:: Data extracts ::
----

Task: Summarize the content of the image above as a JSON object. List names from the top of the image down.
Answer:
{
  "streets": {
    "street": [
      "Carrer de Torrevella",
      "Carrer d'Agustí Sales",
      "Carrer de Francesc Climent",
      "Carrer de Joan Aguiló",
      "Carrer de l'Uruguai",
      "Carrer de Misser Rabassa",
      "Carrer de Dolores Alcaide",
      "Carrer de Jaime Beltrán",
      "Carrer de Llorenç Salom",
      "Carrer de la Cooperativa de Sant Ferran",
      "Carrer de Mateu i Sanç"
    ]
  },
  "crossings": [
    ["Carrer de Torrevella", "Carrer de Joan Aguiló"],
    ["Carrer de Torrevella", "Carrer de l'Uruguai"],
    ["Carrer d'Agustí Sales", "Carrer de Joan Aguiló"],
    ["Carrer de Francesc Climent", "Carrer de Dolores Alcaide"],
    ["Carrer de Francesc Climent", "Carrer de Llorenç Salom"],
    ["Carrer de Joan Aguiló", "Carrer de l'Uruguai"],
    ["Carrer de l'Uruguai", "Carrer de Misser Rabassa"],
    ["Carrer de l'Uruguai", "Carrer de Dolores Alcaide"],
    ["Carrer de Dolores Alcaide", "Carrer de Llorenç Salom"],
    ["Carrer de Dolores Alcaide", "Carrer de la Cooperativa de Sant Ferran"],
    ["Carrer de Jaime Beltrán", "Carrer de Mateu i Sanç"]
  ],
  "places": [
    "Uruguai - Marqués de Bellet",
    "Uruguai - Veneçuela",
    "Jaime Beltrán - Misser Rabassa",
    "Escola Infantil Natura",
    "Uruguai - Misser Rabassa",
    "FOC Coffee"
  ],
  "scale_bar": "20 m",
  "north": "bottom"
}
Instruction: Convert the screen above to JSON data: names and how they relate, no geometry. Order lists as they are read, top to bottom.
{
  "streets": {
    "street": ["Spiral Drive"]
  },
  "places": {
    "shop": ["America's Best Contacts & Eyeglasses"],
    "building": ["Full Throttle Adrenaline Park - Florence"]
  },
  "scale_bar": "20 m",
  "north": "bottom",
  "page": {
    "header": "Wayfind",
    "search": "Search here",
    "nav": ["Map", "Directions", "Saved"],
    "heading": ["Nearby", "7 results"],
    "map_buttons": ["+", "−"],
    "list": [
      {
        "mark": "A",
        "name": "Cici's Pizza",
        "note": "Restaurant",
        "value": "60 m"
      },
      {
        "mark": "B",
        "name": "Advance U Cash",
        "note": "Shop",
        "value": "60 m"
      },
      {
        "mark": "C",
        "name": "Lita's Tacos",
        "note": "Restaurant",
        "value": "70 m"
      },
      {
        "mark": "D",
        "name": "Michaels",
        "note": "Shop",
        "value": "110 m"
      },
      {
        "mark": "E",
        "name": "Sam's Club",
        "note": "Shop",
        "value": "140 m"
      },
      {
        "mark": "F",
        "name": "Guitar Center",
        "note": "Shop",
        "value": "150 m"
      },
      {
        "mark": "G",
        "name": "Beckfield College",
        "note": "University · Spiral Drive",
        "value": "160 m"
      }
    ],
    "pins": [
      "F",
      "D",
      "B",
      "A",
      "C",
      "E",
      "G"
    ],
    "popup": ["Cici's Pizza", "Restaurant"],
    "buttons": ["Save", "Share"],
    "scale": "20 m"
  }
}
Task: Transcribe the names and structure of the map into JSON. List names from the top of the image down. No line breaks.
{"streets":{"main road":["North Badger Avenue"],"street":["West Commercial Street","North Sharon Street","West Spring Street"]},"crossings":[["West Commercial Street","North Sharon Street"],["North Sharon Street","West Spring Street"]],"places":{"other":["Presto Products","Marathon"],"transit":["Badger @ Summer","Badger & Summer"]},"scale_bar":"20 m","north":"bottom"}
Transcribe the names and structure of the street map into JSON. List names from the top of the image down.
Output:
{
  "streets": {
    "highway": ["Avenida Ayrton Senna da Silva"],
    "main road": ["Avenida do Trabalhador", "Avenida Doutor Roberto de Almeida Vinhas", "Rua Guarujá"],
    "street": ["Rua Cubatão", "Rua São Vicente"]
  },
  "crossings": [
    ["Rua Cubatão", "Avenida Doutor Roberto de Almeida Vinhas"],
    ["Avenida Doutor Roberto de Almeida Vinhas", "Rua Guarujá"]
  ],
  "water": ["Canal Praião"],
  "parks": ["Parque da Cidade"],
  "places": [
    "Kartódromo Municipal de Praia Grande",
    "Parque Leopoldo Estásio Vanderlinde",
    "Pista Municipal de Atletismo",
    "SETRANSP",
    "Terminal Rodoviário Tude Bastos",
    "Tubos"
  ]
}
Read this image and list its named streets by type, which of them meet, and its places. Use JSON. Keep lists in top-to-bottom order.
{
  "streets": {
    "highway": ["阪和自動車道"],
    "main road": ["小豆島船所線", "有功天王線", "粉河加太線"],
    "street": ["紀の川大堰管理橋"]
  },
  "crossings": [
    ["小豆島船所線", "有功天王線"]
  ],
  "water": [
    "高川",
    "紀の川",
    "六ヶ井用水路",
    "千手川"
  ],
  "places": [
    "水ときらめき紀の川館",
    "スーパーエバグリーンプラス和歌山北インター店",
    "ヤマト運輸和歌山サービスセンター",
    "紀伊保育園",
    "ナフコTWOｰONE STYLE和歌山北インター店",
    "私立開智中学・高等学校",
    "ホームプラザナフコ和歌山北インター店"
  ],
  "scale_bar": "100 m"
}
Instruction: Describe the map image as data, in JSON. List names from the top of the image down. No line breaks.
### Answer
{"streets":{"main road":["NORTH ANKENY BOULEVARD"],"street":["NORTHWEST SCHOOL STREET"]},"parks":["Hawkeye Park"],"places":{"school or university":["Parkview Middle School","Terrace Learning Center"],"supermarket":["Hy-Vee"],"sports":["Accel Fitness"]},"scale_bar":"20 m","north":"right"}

----

Lines above with the string "highway" need to be found and copied.

    "highway": ["Avenida Ayrton Senna da Silva"],
    "highway": ["阪和自動車道"],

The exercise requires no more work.